Not to mention even if you are taking on risk there is opportunity to raise more capital in a variety of ways so it is legitimately tricky to say when it is time to step in. (Outside of the systems we have now)
RE: RE: I'm not clear on what the regulations on banks are now.  
johnnyb : 3/15/2023 4:07 pm : link
In comment 16065566 Payasdaddy said:
Quote:
In comment 16065560 Ron from Ninerland said:


Quote:


After 2008 banks were prohibited from making certain types of risky loans. But that's not what SVB did. They invested short term deposits in long term government bonds.
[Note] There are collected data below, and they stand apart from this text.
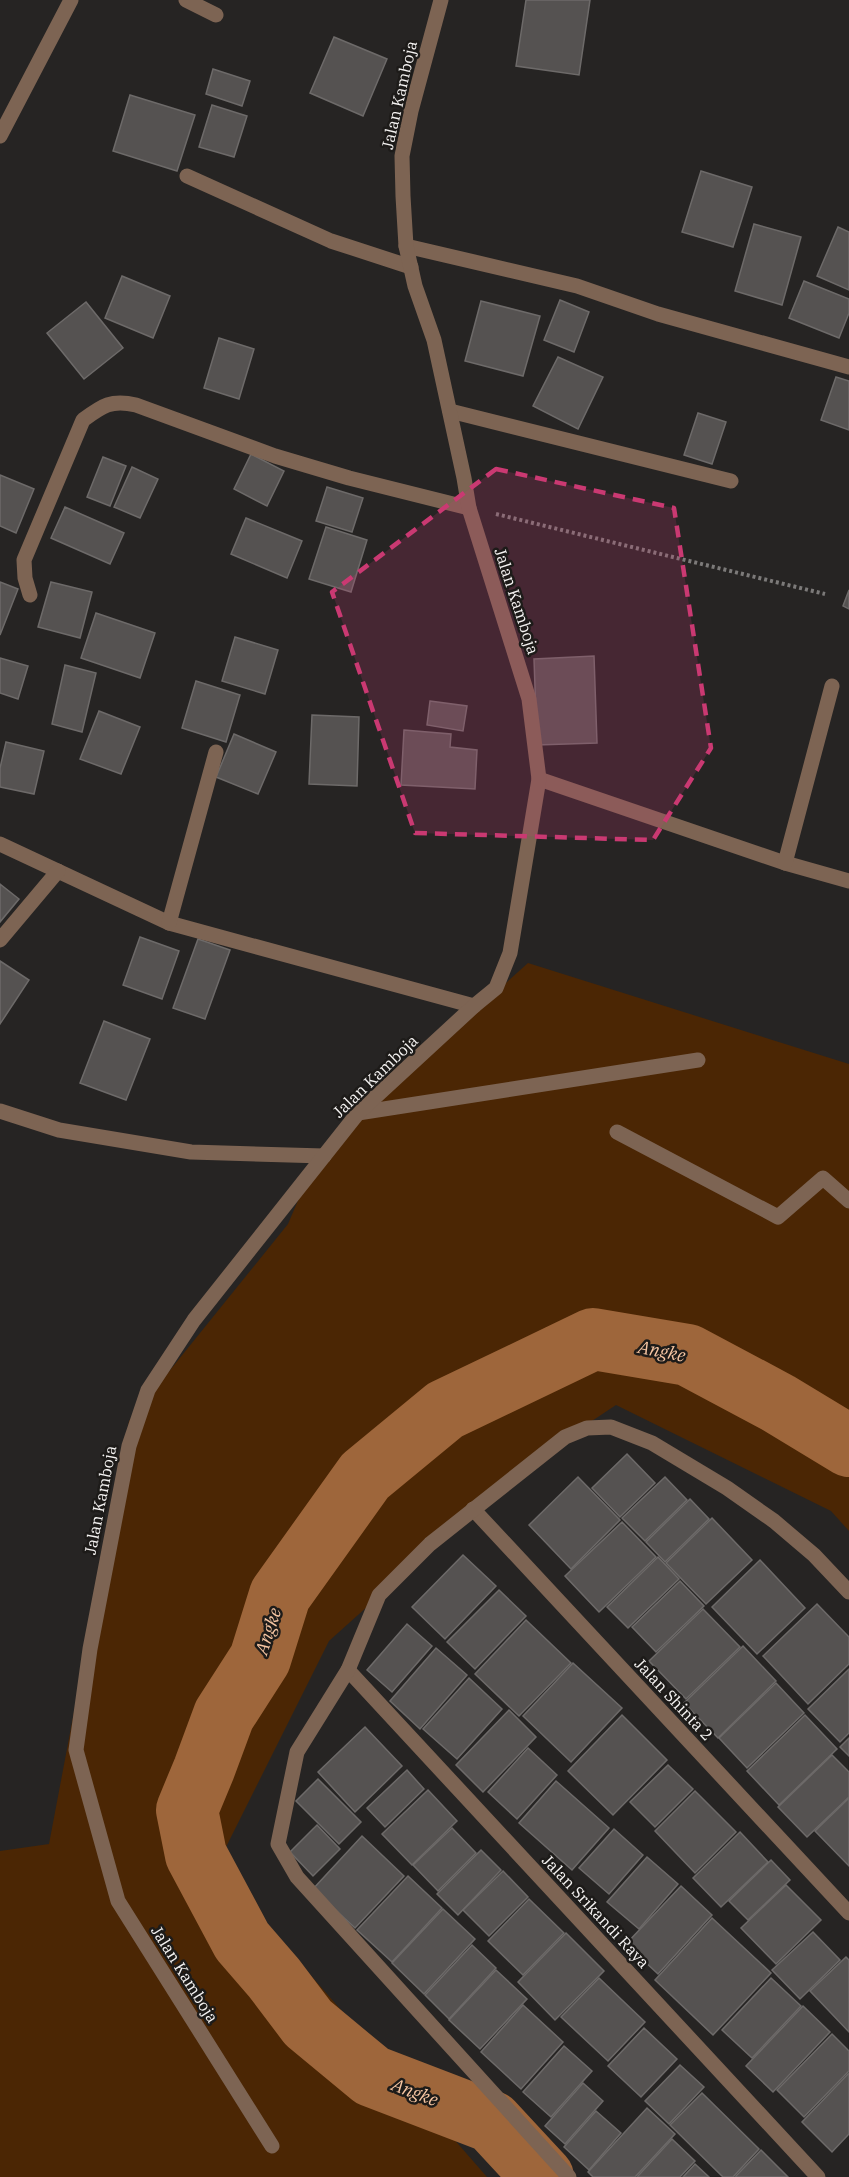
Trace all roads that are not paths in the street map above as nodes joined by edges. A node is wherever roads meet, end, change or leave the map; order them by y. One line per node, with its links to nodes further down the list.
1 (70, 0): 5 (street)
2 (186, 0): 4 (street)
3 (441, 0): 7 (street, Jalan Kamboja)
4 (216, 15)
5 (0, 136)
6 (187, 176): 8 (street)
7 (406, 246): 8 (street, Jalan Kamboja); 9 (street)
8 (411, 267): 10 (street, Jalan Kamboja)
9 (849, 367)
10 (450, 411): 11 (street); 12 (street, Jalan Kamboja)
11 (731, 481)
12 (468, 508): 13 (street); 16 (street, Jalan Kamboja)
13 (30, 595)
14 (832, 686): 18 (street)
15 (216, 752): 21 (street)
16 (539, 779): 18 (street); 23 (street, Jalan Kamboja)
17 (0, 844): 19 (street)
18 (785, 863): 20 (street)
19 (58, 871): 21 (street); 22 (street)
20 (849, 881)
21 (169, 923): 23 (street)
22 (0, 940)
23 (474, 1006): 26 (street, Jalan Kamboja)
24 (698, 1060): 26 (street)
25 (0, 1111): 28 (street)
26 (358, 1113): 28 (street, Jalan Kamboja)
27 (617, 1132): 29 (street)
28 (324, 1156): 34 (street, Jalan Kamboja)
29 (849, 1201)
30 (473, 1509): 31 (street); 32 (street); 33 (street, Jalan Shinta 2)
31 (849, 1592)
32 (348, 1670): 35 (street); 36 (street, Jalan Srikandi Raya)
33 (849, 1913)
34 (272, 2146)
35 (569, 2177)
36 (818, 2177)

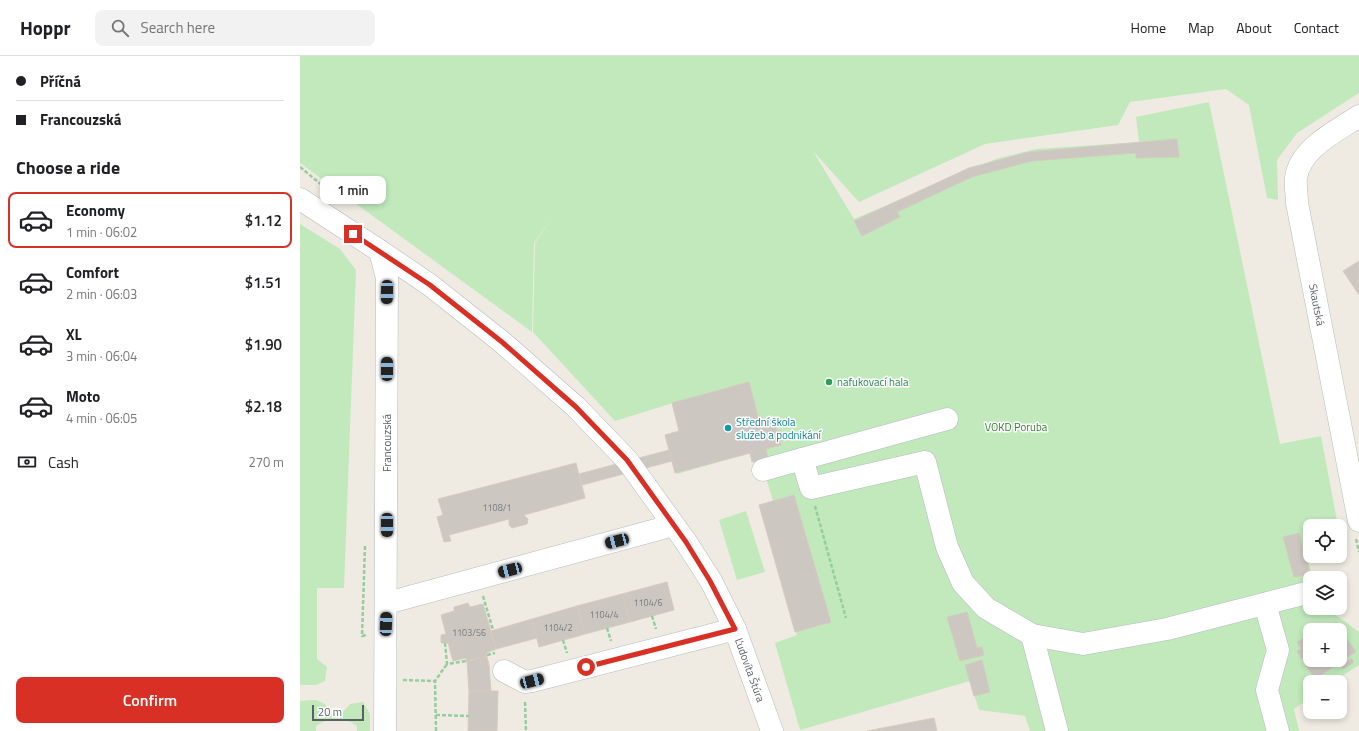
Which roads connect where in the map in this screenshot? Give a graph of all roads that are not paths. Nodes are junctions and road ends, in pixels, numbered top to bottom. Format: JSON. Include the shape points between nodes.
{"nodes":[{"id":1,"x":1359,"y":116,"type":"edge"},
{"id":2,"x":300,"y":199,"type":"edge"},
{"id":3,"x":380,"y":251,"type":"junction"},
{"id":4,"x":947,"y":419,"type":"dead end"},
{"id":5,"x":802,"y":458,"type":"junction"},
{"id":6,"x":763,"y":470,"type":"dead end"},
{"id":7,"x":668,"y":518,"type":"junction"},
{"id":8,"x":1359,"y":521,"type":"edge"},
{"id":9,"x":1303,"y":594,"type":"edge"},
{"id":10,"x":387,"y":603,"type":"junction"},
{"id":11,"x":1265,"y":604,"type":"junction"},
{"id":12,"x":735,"y":629,"type":"junction"},
{"id":13,"x":1032,"y":636,"type":"junction"},
{"id":14,"x":500,"y":662,"type":"road end"},
{"id":15,"x":385,"y":731,"type":"edge"},
{"id":16,"x":772,"y":731,"type":"edge"},
{"id":17,"x":1057,"y":731,"type":"edge"},
{"id":18,"x":1278,"y":731,"type":"edge"}],
"edges":[{"from":1,"to":8,"type":"street","name":"Skautská","via":[[1321,141],[1302,163],[1296,179],[1297,203]]},
{"from":2,"to":3,"type":"street"},
{"from":3,"to":7,"type":"street","name":"Ľudovíta Štúra","via":[[430,285],[502,342],[576,407],[627,460]]},
{"from":3,"to":10,"type":"street","name":"Francouzská","via":[[387,278]]},
{"from":4,"to":5,"type":"street"},
{"from":5,"to":6,"type":"street"},
{"from":5,"to":13,"type":"street","via":[[810,488],[925,462],[948,547],[963,583],[986,608]]},
{"from":7,"to":10,"type":"street","via":[[663,528]]},
{"from":7,"to":12,"type":"street","name":"Ľudovíta Štúra","via":[[710,581]]},
{"from":9,"to":11,"type":"street"},
{"from":10,"to":15,"type":"street","name":"Francouzská"},
{"from":11,"to":13,"type":"street","via":[[1167,629],[1083,644]]},
{"from":11,"to":18,"type":"street","via":[[1278,650],[1267,690]]},
{"from":12,"to":14,"type":"street","via":[[525,682]]},
{"from":12,"to":16,"type":"street","name":"Ľudovíta Štúra"},
{"from":13,"to":17,"type":"street"}]}
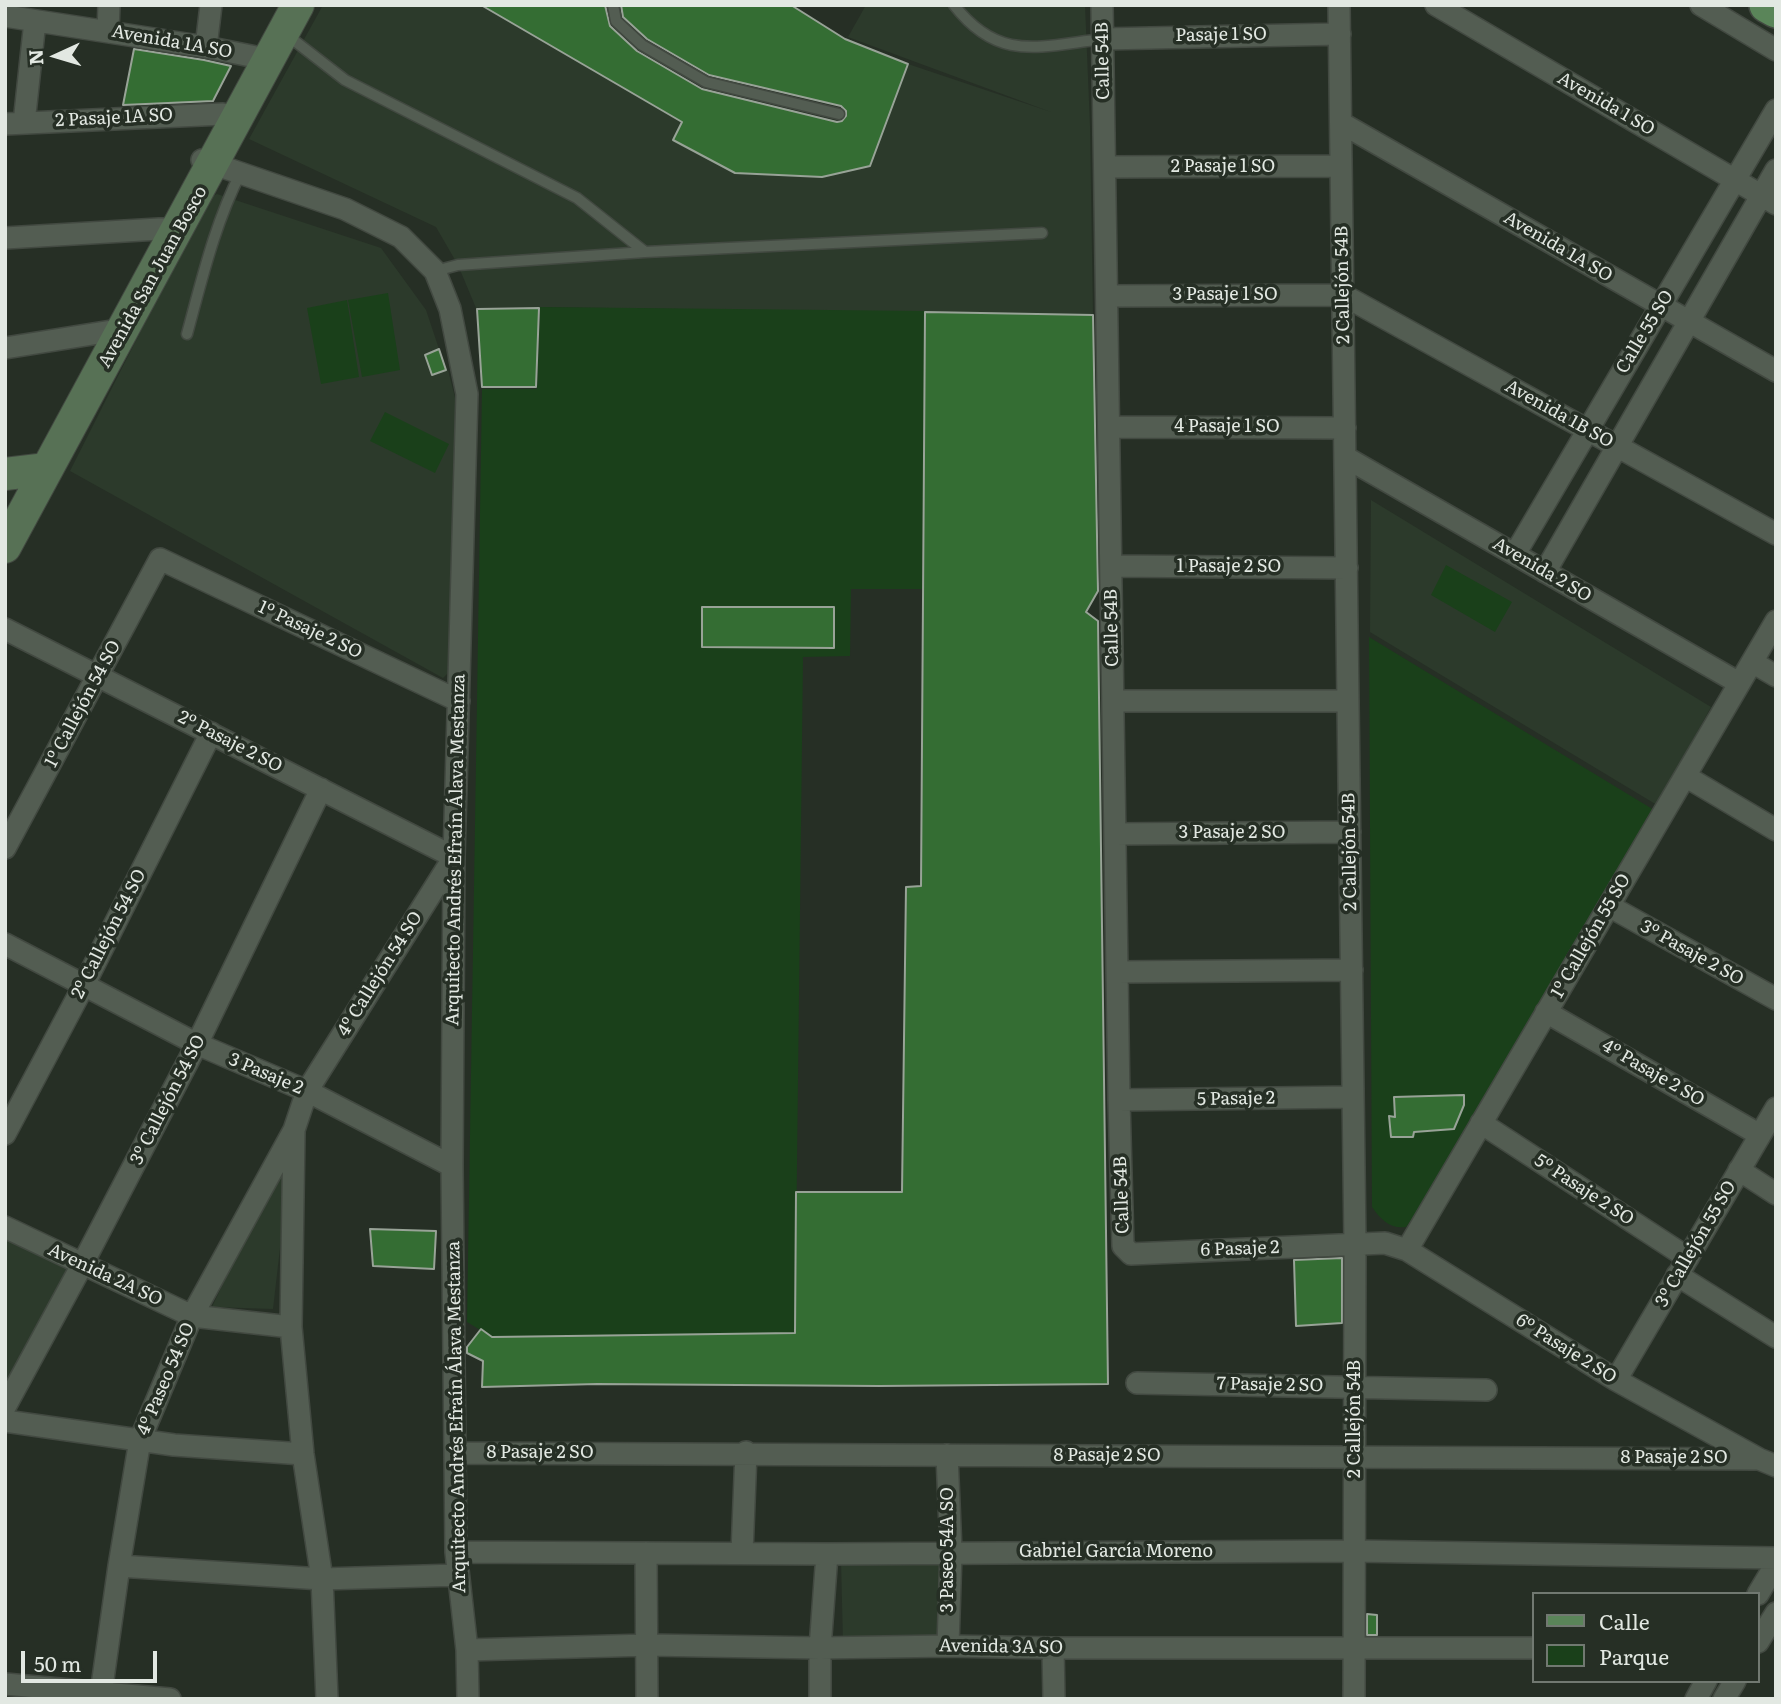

Since they had to redeem those bonds before maturity in combination with rising interest rates they lost money.

So what can banks do or not do with with depositors funds ? Are there any restrictions ?



Agreed now there is someone who needs a good MM :)
what horrible decisions made


Shorten the duration of their bond portfolio to protect against rising rates. As my colleague said i=on Bloomberg Radio Monday morning, it is difficult to regulate stupidity.
Sounds like the OP got his info  
Kev in Cali : 3/15/2023 4:42 pm : link
Yes, your deposited money is safe and covered in whatever you bank with.

About bank stocks, I like them right now. They have been beat up and over sold. Some legitimate reasons, and some just by association.

But when there is fear and blood in the water, I jump in. This said, plan for banks to recover once/if int rates come down in 1-2 years. Need the inverted yield curve to go away, and banks should start making more loans. Like who's borrowing right now if they don't absolutely have to? It's gonna hurt short term, but they should come around. Also reading reports of deposit inflows to mega banks, so they just got a little bigger by those that are spooked about the current situation (SVB).